This is the final installment of this series. Here are the other parts: Part 1, Part 2 and Part 3.
Wave Four: 2017 – Present – Women Resist
Key Figures: Hillary Rodham Clinton, Ruth Bader Ginsberg, Sen. Elizabeth Warren, Sen. Kamala Harris, celebrities such as Rose McGowan, Reese Witherspoon and Emma Watson, and women of the general public who demonstrated.
In 2005, Pythia Peay became the first women to argue, at least publicly, that the country had slipped into a fourth wave of feminism, one she believed combined justice with spirituality. Jennifer Baumgardner points to 2008 as the date the fourth wave began because of the sanctioning of Take Our Daughters to Work Days and the broadening of feminist agendas to include transgender women, acceptance of sex-positivism and sex workers, support for plus-sized women and other issues.
But I personally believe the change came in 2017. Regardless of who you voted for, it’s hard to deny that the Trump election changed everything for women in the United States. You could argue that this wave began with Hilary Clinton’s campaign, but I believe the stunning blow many women felt when she lost, combined with Trump’s public distain for women, is really what set us into a new wave.
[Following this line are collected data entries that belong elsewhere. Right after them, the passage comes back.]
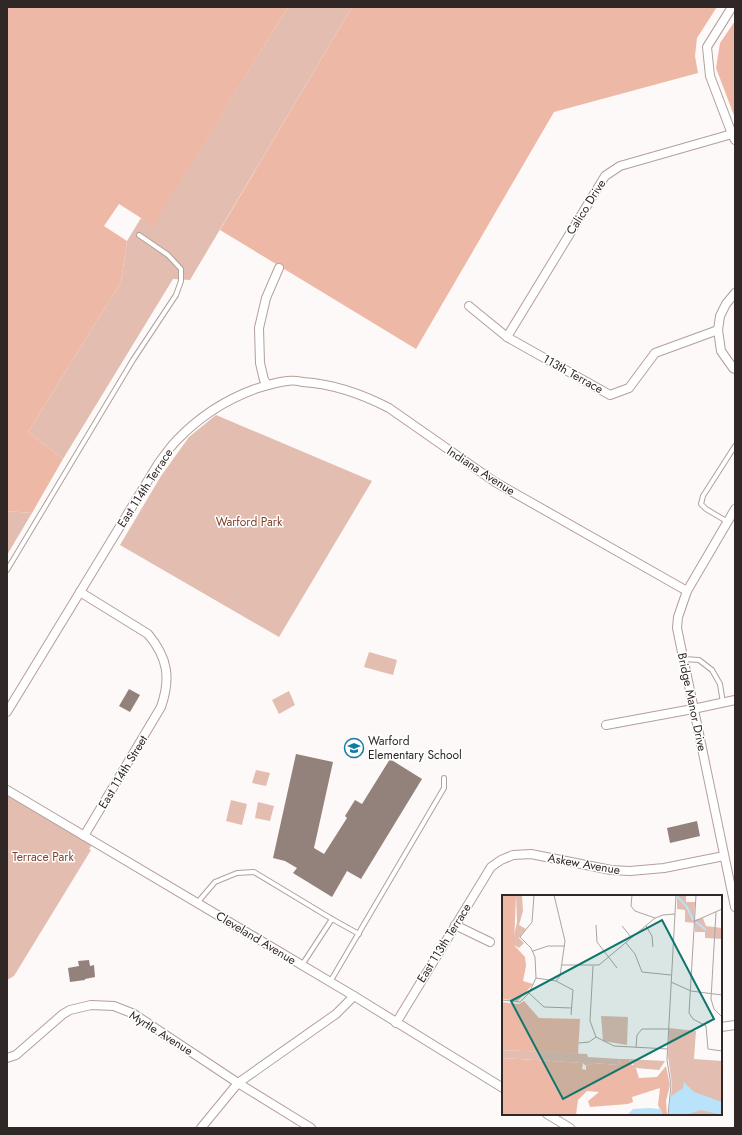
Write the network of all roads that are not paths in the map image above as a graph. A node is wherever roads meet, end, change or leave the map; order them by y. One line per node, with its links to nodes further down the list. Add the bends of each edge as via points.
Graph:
1 (732, 7): 2 (street, via 706,47 710,76)
2 (733, 137): 8 (street, Calico Drive, via 620,166 605,176)
3 (139, 235): 14 (lane, via 168,255 180,269 181,282 176,295)
4 (279, 268): 10 (street, via 266,298 259,328 260,363 264,380)
5 (735, 293): 7 (street, via 720,316)
6 (469, 306): 8 (street, 113th Terrace)
7 (718, 330): 8 (street, 113th Terrace, via 655,353 629,388 610,395); 9 (street, via 721,351)
8 (507, 337)
9 (735, 369)
10 (268, 385): 15 (street, Indiana Avenue, via 288,381 316,382 375,400 495,482); 16 (street, East 114th Terrace, via 218,406 176,441 158,464)
11 (735, 446): 13 (lane, via 703,496 702,504)
12 (735, 509): 13 (street, Bridge Manor Drive)
13 (728, 522): 15 (street, Bridge Manor Drive)
14 (7, 570)
15 (687, 591): 17 (street, Bridge Manor Drive, via 676,628)
16 (80, 592): 21 (street, East 114th Terrace); 25 (street, East 114th Street, via 148,634 163,656 167,677 161,707)
17 (683, 659): 19 (lane, via 699,660 712,670 720,684); 20 (street, Bridge Manor Drive)
18 (735, 700): 19 (street)
19 (724, 703): 20 (street)
20 (693, 709): 22 (street); 26 (street, Bridge Manor Drive)
21 (7, 712)
22 (606, 725)
23 (444, 778): 32 (lane, via 444,788)
24 (7, 790): 25 (street, Cleveland Avenue)
25 (84, 836): 28 (street, Cleveland Avenue)
26 (724, 856): 27 (street, Askew Avenue, via 664,868 630,871 611,870 531,854 513,855); 29 (street, Bridge Manor Drive)
27 (494, 865): 31 (street, East 113th Terrace)
28 (197, 903): 30 (lane, via 215,882 237,873 254,872); 34 (street, Cleveland Avenue)
29 (735, 904)
30 (332, 919): 32 (lane); 34 (lane)
31 (455, 925): 33 (street); 37 (street, East 113th Terrace)
32 (358, 934): 35 (lane)
33 (490, 942)
34 (302, 965): 35 (street, Cleveland Avenue)
35 (330, 982): 36 (street, Cleveland Avenue)
36 (354, 996): 37 (street, Cleveland Avenue); 41 (street, via 336,1014)
37 (396, 1023): 42 (street, Cleveland Avenue)
38 (735, 1025): 39 (street)
39 (722, 1027)
40 (7, 1058): 41 (street, Myrtle Avenue, via 16,1055 70,1010 92,1005 114,1006 134,1014)
41 (238, 1083): 44 (street); 45 (street, Myrtle Avenue)
42 (502, 1087)
43 (549, 1115): 46 (street)
44 (201, 1128)
45 (312, 1128)
46 (570, 1128)

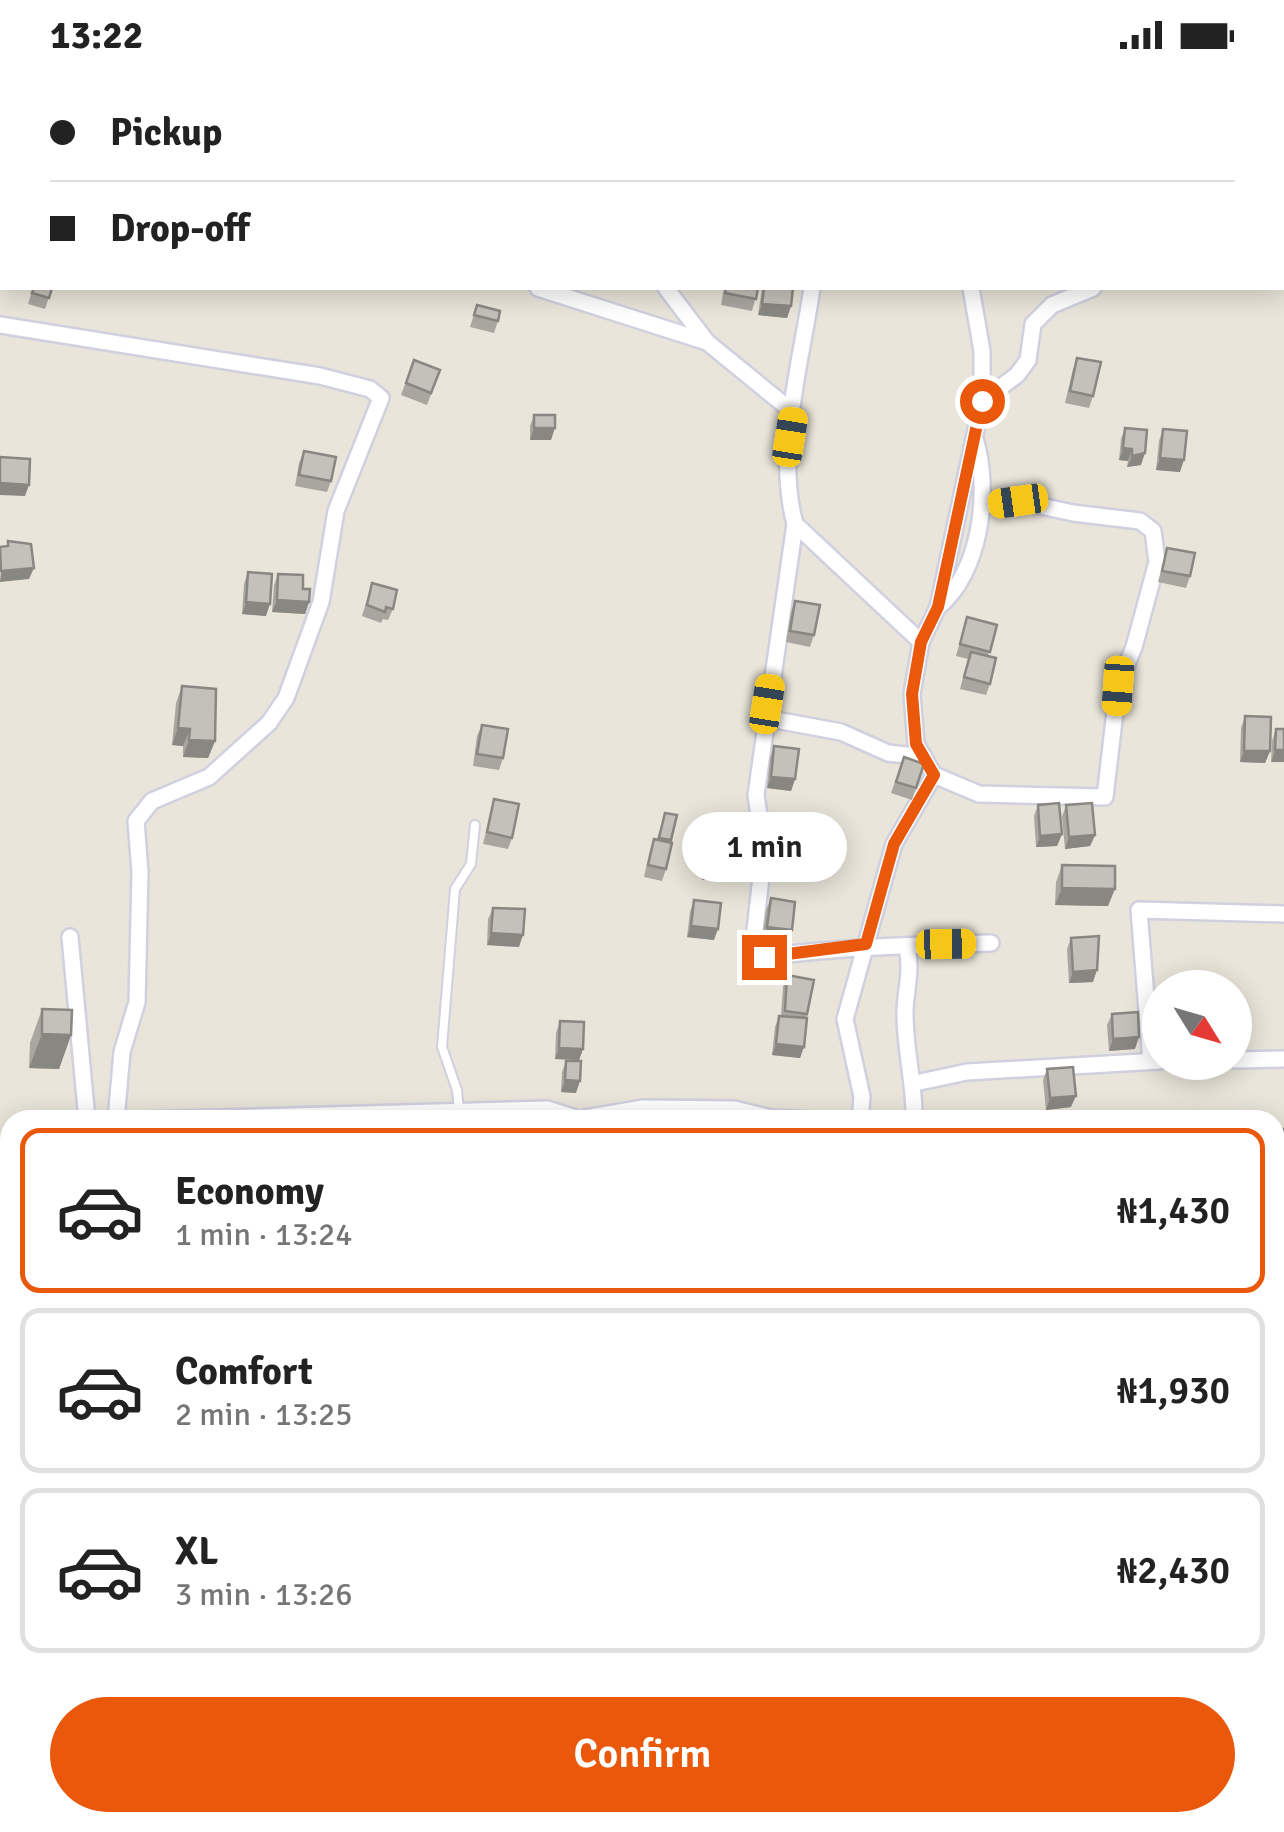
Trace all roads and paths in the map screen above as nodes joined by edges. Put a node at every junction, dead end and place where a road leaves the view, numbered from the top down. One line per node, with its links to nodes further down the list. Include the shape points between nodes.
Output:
1 (544, 290): 7 (street)
2 (668, 290): 7 (street)
3 (812, 290): 9 (street)
4 (970, 290): 8 (street, via 982,351)
5 (1088, 290): 8 (street, via 1052,304 1033,324 1028,360)
6 (0, 325): 30 (street, via 320,376 370,388 382,398 336,511 321,602 286,698 270,723 209,777 152,801 136,821 136,1002 122,1052)
7 (708, 342): 9 (street)
8 (982, 401): 10 (street)
9 (794, 413): 12 (street, via 786,492)
10 (974, 436): 11 (street, via 985,472); 13 (street)
11 (984, 506): 13 (street, via 957,592); 17 (street, via 1018,501 1140,521 1153,531 1157,562 1118,686 1104,797 979,794)
12 (795, 524): 14 (street); 15 (street)
13 (938, 607): 14 (street)
14 (921, 642): 16 (street, via 912,694 916,744)
15 (765, 718): 16 (street); 22 (street, via 756,794 764,851 754,939 764,957)
16 (924, 757): 17 (street)
17 (934, 775): 22 (street, via 894,844)
18 (475, 825): 31 (lane, via 471,864 455,889 442,1047)
19 (1284, 914): 24 (street, via 1139,910)
20 (70, 938): 29 (street)
21 (991, 943): 23 (street)
22 (866, 944): 23 (street); 36 (street, via 845,1020)
23 (907, 948): 28 (street, via 912,970 905,1009)
24 (1145, 970)
25 (1284, 1059): 26 (street)
26 (1252, 1060)
27 (1142, 1062): 28 (street, via 967,1072)
28 (914, 1082): 37 (street)
29 (85, 1110)
30 (117, 1110)
31 (459, 1110)
32 (502, 1110): 33 (street)
33 (550, 1110)
34 (612, 1110): 35 (street)
35 (738, 1110)
36 (861, 1110)
37 (914, 1110)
Within days of his election, women were planning ways to protest the rise of a culture in which a political leader with pending lawsuits for sexual misconduct and widely-seen video/audio footage of him bragging about kissing/groping women without their consent is given a pass by fellow lawmakers and voters. They also used it as a chance to advocate for legislation and policies regarding human rights, women’s rights, immigration reform, health care reform, reproductive rights, the environment, LGBTQ rights, racial equality and freedom of religion. The resulting January 21, 2017, Women’s March in Washington was the largest single-day protest in American history. It and 673 others around the world drew 2.6 million people in all 50 states and 32 countries. (In 2018, more than 1 million women turned out for a second Women’s March in cities across the country, with an emphasis on resistance and creating change through voting in the midterm elections to be held later in the year.)
2017 also saw the ideas of men habitually interrupting women or “mansplaining” ideas to them come into mainstream media when California Sen. Kamala Harris was cut off by two male colleagues during an Intelligence Committee hearing, not once, but twice in a week, without censure. This event led to former Trump campaign adviser Jason Miller branding Harris with the age-old female label of “hysterical.” During the same hearings, when Sen. Elizabeth Warren objected to the confirmation of Sen. Jeff Sessions, the Senate voted to silence her in the middle of a speech, citing Senate Rule XIX, which prohibits ascribing “to another senator or to other senators any conduct or motive unworthy or unbecoming a senator.” In defending this action, Sen. Mitch McConnell said, “Sen. Warren was giving a lengthy speech. She had appeared to violate the rule. She was warned. She was given an explanation. Nevertheless, she persisted.” Thus was born the fourth wave feminist slogan “Nevertheless She Persisted.”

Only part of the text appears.